### [What this task involves]
Go line by line through the data below, counting each one that has "bubble", and give the final count only.

### [Study material]

:::::

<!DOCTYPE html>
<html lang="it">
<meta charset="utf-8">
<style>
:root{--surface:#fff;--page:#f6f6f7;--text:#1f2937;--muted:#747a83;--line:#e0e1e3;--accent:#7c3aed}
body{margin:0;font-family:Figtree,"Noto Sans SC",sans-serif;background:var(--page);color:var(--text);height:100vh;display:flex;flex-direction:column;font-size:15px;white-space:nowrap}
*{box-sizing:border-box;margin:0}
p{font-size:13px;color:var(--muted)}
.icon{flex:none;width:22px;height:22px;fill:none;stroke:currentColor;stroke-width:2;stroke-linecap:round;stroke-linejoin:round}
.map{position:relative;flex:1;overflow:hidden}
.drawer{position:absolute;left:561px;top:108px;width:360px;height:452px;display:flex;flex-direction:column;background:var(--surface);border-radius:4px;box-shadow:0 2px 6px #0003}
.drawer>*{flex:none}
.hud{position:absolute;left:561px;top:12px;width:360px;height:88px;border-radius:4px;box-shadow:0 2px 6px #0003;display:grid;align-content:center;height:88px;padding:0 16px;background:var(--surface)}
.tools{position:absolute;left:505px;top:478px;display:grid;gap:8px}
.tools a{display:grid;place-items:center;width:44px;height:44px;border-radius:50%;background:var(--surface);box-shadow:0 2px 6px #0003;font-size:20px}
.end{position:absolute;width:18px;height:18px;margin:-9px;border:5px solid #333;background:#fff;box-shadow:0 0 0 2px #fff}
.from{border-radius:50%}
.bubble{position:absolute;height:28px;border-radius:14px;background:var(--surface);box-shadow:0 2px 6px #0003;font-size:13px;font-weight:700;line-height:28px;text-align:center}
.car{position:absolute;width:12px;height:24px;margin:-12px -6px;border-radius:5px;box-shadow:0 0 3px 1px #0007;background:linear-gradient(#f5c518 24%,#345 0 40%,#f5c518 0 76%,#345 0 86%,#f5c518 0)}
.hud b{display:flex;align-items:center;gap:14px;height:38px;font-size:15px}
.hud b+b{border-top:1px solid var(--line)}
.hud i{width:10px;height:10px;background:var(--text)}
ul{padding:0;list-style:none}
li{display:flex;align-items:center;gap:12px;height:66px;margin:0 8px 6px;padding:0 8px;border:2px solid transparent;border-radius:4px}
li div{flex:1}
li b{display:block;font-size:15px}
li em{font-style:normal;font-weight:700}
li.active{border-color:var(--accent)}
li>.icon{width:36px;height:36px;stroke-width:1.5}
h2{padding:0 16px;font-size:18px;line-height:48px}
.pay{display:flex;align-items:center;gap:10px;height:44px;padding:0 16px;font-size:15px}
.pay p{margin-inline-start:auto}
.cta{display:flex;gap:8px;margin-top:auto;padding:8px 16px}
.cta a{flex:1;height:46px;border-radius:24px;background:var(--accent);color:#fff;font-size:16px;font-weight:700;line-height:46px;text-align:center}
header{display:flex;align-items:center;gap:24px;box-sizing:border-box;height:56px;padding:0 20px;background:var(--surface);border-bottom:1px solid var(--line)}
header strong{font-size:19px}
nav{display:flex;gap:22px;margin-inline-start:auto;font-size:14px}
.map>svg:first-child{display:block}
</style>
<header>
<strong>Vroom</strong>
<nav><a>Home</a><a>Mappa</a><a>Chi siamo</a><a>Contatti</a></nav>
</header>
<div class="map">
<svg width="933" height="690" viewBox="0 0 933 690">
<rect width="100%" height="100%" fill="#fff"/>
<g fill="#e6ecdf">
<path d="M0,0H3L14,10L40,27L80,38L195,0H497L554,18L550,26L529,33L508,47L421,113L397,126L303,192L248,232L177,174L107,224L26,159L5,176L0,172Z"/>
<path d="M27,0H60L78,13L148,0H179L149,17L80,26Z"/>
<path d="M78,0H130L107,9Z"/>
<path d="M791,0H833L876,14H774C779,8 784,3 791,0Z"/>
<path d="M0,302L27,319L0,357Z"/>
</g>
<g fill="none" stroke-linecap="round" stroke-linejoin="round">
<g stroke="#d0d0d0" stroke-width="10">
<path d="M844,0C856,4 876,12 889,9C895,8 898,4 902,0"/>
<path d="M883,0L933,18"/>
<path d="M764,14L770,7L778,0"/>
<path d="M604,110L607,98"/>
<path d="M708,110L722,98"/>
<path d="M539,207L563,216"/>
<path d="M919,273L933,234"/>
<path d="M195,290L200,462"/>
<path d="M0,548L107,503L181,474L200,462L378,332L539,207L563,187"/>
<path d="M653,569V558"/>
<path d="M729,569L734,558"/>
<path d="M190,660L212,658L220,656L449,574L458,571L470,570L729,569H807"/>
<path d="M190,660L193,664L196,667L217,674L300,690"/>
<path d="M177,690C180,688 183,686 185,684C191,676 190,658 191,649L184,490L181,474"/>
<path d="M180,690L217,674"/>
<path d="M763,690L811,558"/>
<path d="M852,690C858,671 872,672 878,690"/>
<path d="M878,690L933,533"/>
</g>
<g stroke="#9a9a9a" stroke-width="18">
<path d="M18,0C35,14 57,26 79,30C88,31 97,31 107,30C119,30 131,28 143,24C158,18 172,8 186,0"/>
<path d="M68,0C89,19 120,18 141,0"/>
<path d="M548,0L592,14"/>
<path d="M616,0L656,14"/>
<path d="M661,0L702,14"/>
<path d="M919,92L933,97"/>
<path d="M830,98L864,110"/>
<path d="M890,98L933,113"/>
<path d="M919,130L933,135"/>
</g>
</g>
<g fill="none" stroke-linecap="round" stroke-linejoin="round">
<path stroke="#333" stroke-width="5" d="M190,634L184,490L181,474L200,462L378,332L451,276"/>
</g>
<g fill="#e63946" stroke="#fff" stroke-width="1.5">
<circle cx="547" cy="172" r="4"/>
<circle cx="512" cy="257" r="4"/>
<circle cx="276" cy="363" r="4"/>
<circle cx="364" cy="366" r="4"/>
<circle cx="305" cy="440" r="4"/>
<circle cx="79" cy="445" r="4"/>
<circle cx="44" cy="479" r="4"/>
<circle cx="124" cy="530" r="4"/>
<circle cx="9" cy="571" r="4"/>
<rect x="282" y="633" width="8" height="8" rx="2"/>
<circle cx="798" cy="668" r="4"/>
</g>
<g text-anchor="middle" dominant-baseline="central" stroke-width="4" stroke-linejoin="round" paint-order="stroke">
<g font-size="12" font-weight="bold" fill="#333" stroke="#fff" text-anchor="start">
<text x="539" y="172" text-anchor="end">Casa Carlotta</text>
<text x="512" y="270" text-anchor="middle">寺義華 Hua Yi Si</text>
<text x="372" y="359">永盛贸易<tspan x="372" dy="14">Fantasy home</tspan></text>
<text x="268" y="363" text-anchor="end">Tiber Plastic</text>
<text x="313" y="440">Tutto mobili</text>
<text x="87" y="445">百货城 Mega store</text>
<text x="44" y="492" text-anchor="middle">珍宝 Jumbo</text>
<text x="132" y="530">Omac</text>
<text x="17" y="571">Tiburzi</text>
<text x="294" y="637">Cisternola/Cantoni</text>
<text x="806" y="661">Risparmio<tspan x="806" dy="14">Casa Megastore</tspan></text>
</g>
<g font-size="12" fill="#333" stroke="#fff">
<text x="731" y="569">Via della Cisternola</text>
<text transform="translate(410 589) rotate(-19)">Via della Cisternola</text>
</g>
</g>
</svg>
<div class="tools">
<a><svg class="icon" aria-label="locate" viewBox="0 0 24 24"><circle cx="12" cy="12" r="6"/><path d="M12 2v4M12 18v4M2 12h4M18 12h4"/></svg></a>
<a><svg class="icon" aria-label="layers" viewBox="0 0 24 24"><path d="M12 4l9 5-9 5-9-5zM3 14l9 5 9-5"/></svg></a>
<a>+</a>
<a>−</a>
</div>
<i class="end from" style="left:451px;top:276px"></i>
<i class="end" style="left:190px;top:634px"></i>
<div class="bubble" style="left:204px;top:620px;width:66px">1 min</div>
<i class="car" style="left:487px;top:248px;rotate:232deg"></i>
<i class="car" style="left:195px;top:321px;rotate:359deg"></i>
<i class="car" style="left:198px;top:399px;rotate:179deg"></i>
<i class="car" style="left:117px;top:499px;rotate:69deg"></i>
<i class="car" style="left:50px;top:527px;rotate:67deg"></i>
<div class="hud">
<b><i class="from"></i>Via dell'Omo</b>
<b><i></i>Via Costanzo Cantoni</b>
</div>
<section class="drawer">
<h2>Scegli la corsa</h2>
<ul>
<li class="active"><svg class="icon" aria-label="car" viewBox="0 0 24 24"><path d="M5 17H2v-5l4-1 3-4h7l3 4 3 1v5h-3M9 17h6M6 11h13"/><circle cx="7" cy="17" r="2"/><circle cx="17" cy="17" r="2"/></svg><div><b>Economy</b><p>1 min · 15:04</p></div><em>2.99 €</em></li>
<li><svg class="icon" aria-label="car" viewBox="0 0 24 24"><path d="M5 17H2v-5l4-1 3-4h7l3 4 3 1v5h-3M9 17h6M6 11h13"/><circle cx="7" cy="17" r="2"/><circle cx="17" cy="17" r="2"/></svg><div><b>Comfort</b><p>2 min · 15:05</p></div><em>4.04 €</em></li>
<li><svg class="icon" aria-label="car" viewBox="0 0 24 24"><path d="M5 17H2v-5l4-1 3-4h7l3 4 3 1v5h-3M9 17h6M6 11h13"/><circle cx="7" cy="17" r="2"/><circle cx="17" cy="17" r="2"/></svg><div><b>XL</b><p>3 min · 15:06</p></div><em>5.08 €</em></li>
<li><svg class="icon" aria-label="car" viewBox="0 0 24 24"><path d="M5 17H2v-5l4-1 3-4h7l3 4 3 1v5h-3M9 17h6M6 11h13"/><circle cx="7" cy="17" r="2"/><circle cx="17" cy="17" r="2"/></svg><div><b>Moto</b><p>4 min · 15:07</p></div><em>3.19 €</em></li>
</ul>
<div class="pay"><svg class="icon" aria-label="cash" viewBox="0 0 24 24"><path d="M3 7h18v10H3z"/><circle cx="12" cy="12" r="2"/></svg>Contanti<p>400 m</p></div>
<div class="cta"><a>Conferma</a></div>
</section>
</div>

:::::

### [Finished task]
2